THE RECORDS below:

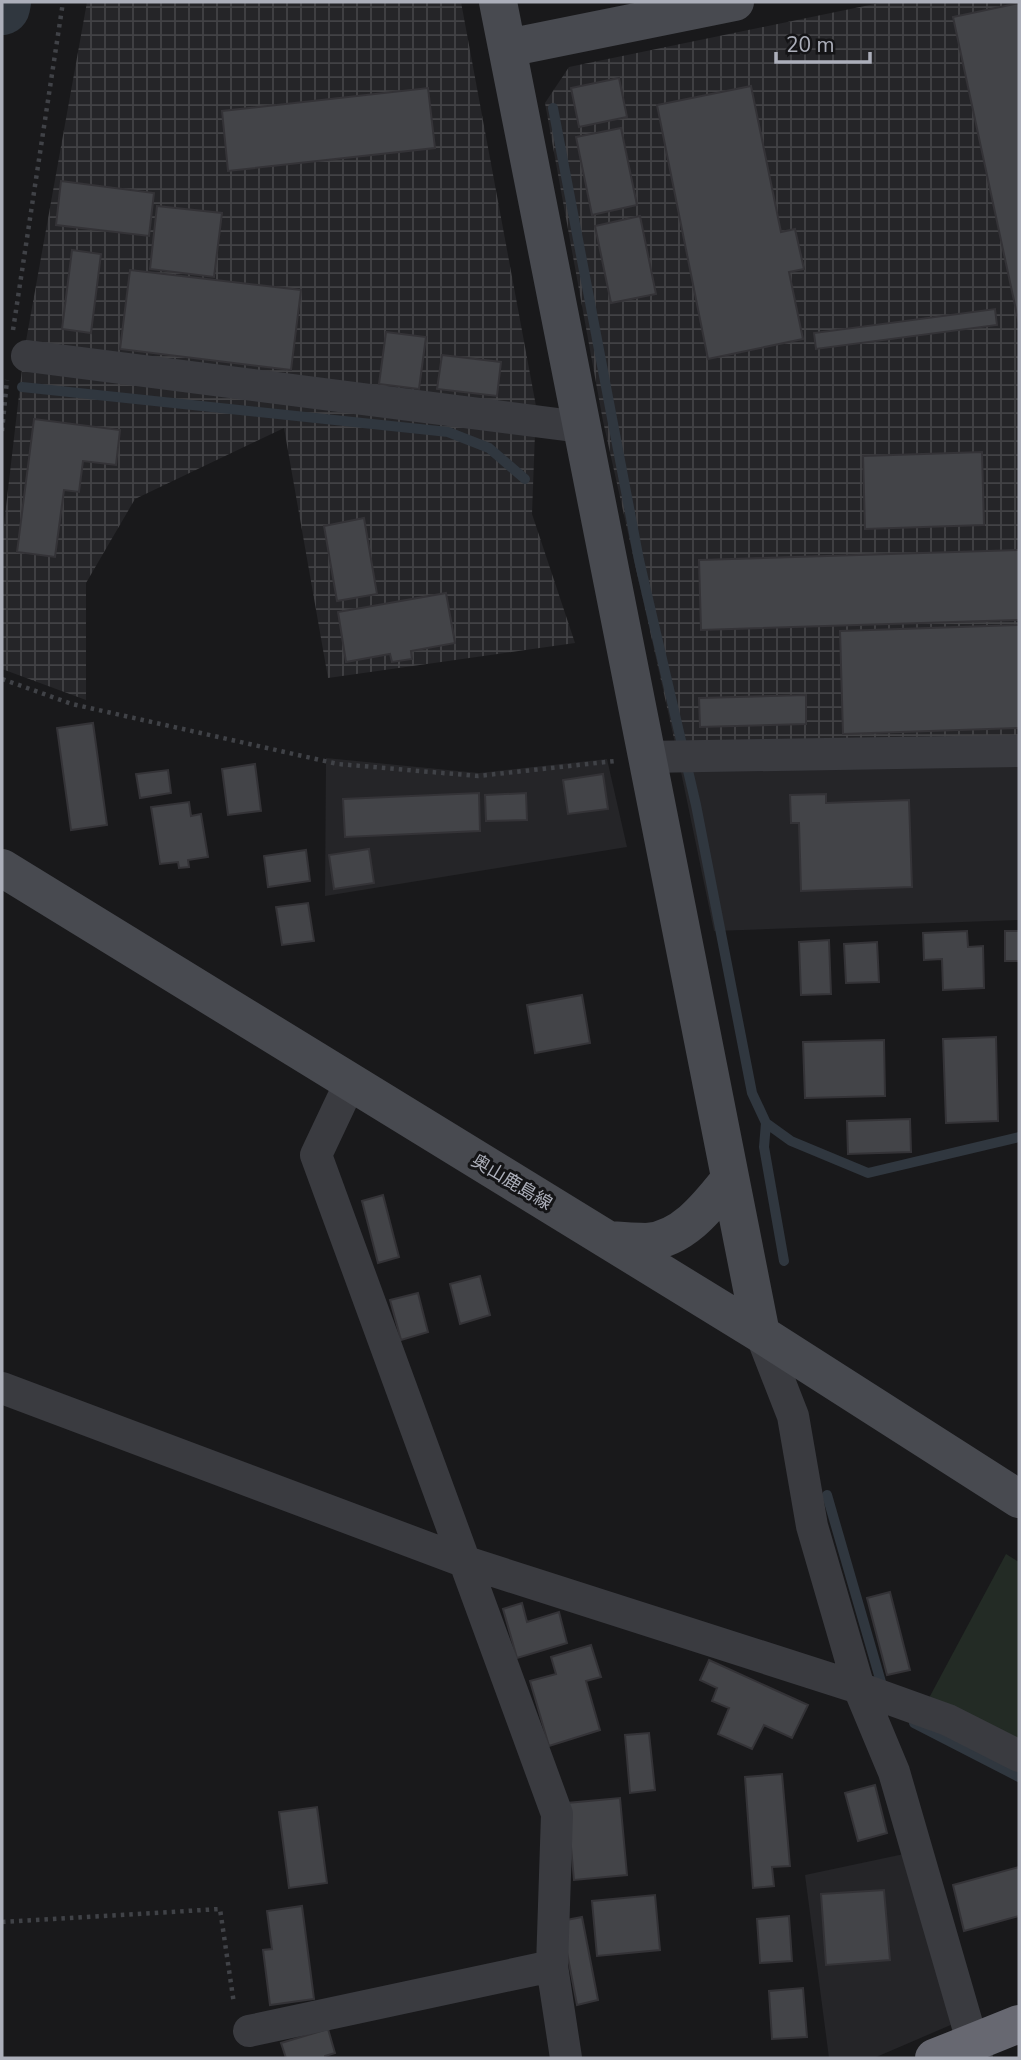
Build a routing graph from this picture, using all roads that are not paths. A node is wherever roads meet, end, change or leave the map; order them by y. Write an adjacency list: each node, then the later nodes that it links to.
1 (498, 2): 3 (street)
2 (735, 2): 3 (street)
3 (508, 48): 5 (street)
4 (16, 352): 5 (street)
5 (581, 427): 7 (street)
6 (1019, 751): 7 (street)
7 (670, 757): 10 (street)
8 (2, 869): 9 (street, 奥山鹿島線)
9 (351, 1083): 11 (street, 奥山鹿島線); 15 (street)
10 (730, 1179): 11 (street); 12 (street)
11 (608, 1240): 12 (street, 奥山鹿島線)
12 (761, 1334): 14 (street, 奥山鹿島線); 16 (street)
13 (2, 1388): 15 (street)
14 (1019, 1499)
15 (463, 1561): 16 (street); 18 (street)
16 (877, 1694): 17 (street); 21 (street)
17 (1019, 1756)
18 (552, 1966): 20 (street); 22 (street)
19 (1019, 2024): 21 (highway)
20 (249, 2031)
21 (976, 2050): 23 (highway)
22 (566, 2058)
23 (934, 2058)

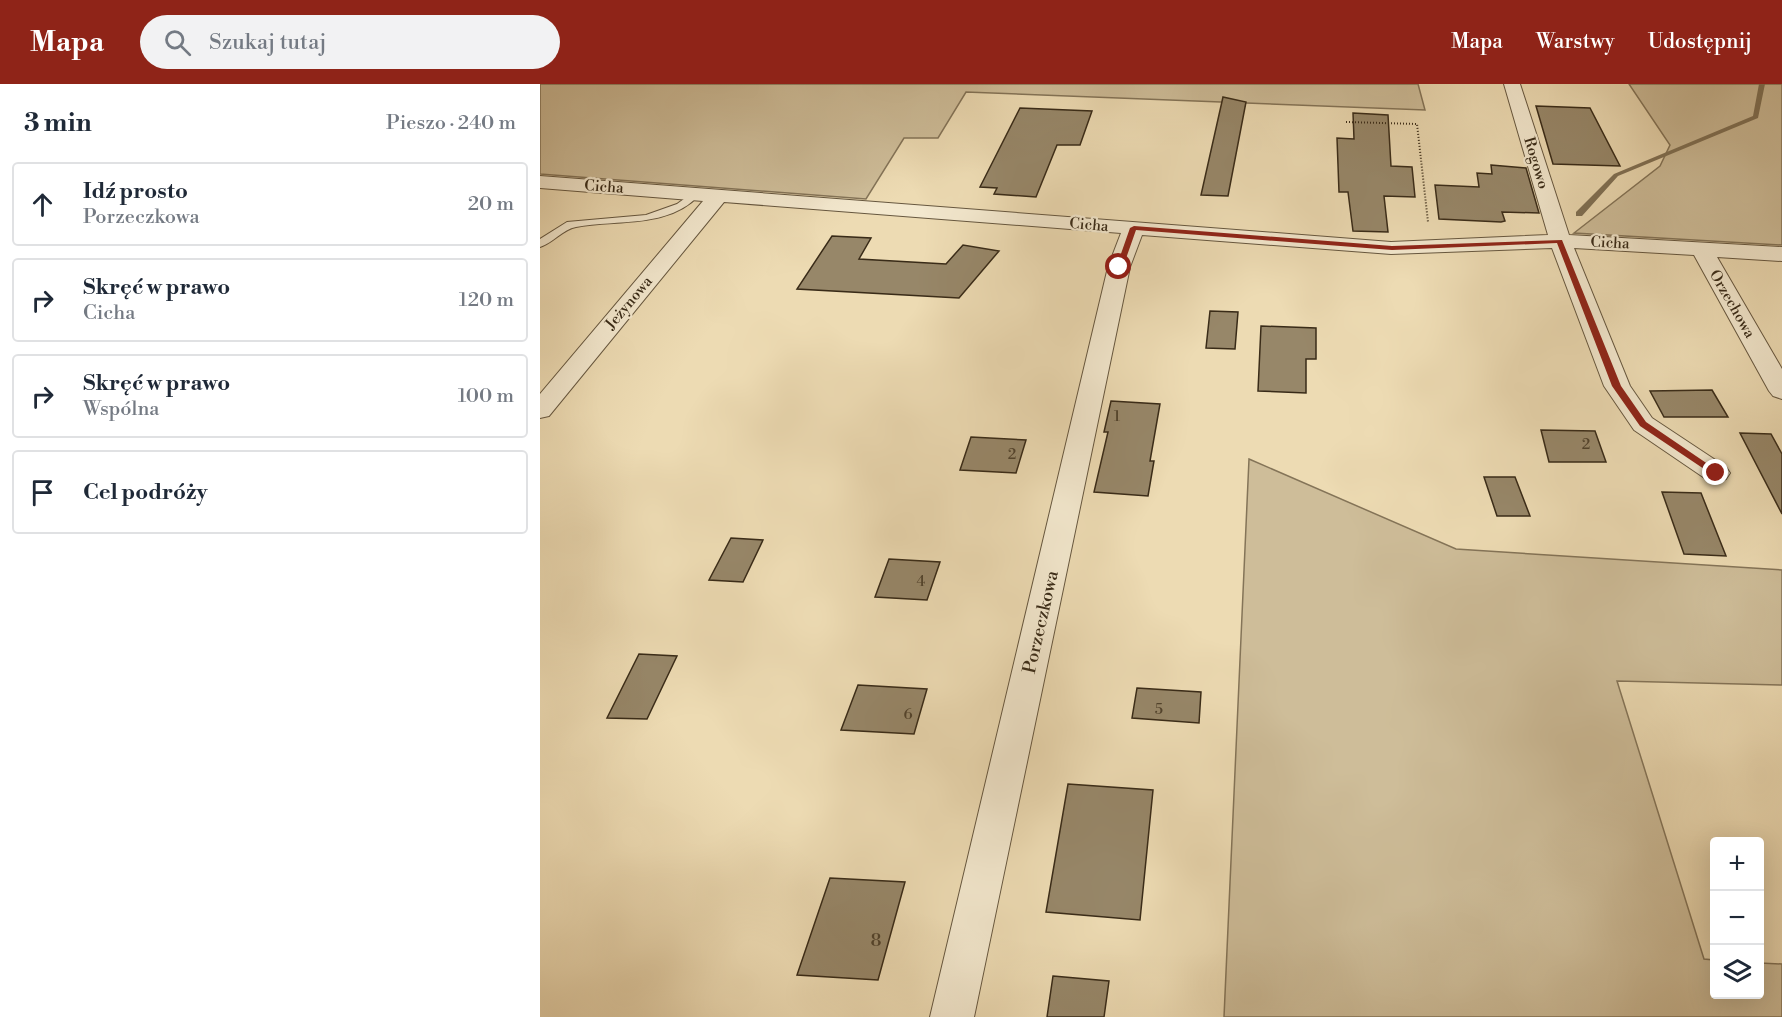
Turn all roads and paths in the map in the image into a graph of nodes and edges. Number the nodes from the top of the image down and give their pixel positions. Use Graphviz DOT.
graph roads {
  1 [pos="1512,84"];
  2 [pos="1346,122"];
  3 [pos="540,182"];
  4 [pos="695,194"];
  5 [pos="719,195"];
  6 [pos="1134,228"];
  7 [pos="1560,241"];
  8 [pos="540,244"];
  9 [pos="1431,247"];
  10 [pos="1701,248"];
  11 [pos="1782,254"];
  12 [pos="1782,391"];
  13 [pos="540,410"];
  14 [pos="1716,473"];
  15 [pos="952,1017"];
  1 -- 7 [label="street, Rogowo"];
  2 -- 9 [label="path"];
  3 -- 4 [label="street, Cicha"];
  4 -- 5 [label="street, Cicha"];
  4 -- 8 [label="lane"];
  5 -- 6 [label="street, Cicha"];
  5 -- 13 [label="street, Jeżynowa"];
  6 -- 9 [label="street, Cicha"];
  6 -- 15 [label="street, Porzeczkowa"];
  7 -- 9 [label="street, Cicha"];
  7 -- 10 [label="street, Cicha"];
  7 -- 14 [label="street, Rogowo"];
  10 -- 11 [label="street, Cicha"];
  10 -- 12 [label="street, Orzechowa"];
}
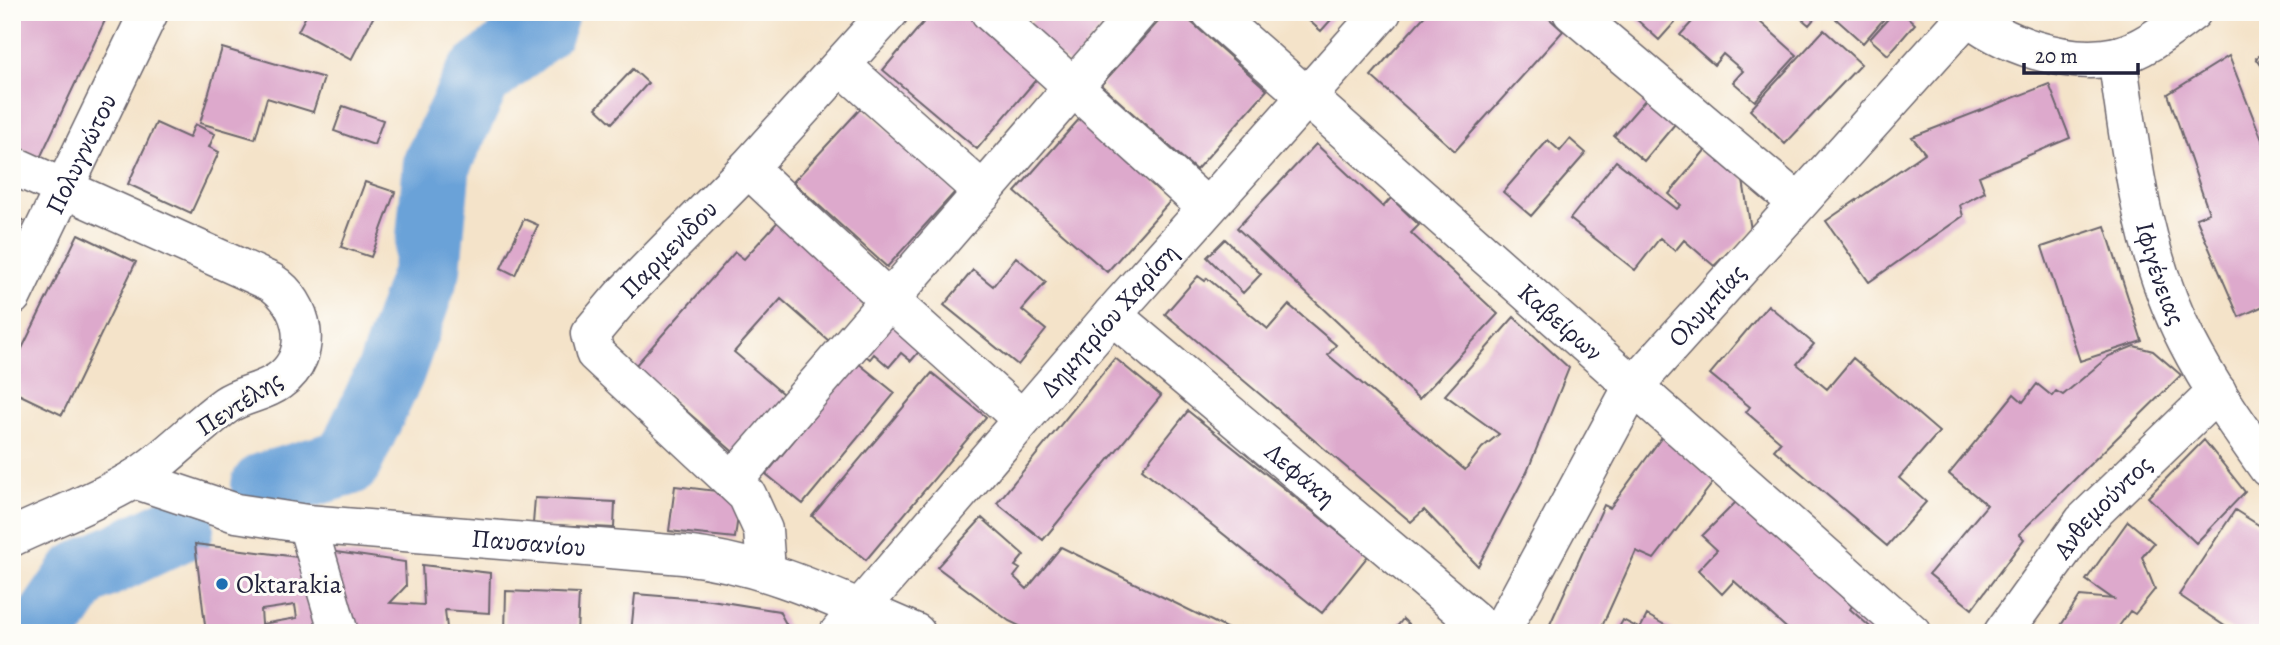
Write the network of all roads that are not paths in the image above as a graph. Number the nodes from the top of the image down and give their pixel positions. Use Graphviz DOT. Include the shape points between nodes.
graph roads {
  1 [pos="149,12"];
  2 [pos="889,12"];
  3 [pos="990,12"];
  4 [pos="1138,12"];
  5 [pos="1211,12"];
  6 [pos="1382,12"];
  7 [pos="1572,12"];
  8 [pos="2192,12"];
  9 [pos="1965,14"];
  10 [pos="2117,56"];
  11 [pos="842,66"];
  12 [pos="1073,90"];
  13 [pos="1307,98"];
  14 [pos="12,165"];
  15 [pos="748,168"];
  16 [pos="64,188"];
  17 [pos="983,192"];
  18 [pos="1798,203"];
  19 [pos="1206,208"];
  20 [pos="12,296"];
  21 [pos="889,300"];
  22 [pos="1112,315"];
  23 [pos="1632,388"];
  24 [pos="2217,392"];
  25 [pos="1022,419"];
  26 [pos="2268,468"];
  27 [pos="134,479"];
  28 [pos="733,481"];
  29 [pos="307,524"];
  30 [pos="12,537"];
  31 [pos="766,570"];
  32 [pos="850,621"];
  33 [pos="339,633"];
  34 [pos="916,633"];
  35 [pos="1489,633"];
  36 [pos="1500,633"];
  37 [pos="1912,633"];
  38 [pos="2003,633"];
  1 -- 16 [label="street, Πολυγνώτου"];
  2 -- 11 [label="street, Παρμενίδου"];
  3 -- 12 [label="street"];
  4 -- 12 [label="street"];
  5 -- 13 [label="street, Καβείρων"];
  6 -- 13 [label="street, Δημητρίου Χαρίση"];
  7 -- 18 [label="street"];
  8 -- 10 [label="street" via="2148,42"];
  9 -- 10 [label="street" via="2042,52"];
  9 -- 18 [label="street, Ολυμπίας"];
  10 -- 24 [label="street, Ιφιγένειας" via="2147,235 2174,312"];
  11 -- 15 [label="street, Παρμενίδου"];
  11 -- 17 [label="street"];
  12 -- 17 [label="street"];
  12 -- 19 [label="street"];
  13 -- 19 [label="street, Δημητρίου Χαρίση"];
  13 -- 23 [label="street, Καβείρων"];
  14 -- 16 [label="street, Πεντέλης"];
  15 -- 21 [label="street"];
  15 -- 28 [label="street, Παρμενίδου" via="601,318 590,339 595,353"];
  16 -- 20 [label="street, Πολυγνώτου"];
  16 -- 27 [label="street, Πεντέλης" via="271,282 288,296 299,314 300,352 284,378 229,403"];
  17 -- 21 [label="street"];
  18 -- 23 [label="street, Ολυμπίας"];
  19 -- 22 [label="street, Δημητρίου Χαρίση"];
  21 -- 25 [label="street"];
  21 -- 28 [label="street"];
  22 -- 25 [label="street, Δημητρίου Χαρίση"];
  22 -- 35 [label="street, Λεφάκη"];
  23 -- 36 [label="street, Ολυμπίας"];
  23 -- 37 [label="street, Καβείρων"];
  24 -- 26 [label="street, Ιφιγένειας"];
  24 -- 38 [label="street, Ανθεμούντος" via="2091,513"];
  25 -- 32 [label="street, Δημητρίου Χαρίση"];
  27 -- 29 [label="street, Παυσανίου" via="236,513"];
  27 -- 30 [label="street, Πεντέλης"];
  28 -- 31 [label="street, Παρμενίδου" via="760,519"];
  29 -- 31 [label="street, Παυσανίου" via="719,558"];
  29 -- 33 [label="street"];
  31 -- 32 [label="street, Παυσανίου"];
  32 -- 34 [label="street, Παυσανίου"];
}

End of THE RECORDS.

◆ WHAT THE EXERCISE ASKS
Which lines above hold the string "roads"? Copy each of them.

◆ COMPLETED EXERCISE
Build a routing graph from this picture, using all roads that are not paths. A node is wherever roads meet, end, change or leave the map; order them by y. Write an adjacency list: each node, then the later nodes that it links to.
Turn all roads and paths in the map in the image into a graph of nodes and edges. Number the nodes from the top of the image down and give their pixel positions. Use Graphviz DOT.
graph roads {
Write the network of all roads that are not paths in the image above as a graph. Number the nodes from the top of the image down and give their pixel positions. Use Graphviz DOT. Include the shape points between nodes.
graph roads {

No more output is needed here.